INSTRUCTIONS TO FOLLOW
Please show every line from the entries that carries the word "closepath".

DATA
■ ■ ■ ■ ■
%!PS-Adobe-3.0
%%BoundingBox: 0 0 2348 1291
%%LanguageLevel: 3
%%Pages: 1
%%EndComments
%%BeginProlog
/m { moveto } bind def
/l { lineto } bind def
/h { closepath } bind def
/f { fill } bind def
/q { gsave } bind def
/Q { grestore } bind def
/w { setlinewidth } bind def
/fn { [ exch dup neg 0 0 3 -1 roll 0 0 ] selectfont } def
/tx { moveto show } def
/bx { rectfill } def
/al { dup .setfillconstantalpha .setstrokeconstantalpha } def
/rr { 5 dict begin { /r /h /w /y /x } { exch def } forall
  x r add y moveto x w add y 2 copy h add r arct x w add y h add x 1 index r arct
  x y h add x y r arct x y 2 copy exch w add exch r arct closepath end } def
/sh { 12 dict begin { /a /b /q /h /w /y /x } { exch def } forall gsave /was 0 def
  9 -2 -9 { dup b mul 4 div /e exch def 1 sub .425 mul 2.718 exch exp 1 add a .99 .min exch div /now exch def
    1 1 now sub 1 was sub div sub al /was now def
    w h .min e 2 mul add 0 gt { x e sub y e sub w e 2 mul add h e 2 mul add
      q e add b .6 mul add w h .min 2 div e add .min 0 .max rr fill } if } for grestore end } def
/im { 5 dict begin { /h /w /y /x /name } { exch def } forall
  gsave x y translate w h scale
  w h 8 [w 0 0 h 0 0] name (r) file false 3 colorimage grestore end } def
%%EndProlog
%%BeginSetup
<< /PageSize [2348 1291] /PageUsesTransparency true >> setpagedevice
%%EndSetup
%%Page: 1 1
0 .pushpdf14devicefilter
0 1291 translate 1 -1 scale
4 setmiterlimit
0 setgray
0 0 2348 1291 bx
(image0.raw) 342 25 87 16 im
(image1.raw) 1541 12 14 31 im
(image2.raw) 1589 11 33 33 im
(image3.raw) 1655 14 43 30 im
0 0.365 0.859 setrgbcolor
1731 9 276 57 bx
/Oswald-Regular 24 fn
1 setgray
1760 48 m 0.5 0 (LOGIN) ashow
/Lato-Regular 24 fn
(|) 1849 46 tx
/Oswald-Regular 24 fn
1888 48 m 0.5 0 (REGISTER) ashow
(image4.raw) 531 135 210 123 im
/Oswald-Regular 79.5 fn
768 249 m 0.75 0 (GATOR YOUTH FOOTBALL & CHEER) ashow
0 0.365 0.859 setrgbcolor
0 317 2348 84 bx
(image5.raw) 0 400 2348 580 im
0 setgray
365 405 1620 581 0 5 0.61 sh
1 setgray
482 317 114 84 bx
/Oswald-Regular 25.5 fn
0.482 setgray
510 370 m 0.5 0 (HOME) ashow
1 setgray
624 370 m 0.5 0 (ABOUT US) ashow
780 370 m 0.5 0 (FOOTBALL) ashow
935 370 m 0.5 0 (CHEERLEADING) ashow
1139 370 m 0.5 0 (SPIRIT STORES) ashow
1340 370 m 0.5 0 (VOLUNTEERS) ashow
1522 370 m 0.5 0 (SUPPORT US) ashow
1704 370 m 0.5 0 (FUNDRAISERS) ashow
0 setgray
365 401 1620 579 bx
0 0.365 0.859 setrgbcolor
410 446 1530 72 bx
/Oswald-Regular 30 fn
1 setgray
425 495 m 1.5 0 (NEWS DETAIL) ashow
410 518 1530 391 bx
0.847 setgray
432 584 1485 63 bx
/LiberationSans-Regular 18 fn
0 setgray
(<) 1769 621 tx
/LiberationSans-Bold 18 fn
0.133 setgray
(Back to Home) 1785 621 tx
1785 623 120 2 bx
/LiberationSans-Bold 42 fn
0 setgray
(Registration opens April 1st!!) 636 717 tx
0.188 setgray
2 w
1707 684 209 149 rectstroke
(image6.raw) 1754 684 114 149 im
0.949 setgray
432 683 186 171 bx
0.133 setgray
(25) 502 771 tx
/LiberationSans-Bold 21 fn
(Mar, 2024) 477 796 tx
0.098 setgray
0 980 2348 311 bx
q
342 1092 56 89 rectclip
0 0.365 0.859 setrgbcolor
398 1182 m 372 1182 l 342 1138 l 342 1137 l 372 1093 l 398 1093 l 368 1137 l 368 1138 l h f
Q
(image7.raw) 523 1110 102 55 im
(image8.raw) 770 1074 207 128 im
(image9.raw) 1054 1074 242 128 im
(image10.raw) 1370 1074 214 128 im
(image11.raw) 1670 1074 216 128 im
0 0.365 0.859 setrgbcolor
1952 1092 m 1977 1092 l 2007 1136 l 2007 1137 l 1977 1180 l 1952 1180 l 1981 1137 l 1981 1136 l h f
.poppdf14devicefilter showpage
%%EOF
■ ■ ■ ■ ■
RESPONSE TO THIS EXERCISE
/h { closepath } bind def
  x y h add x y r arct x y 2 copy exch w add exch r arct closepath end } def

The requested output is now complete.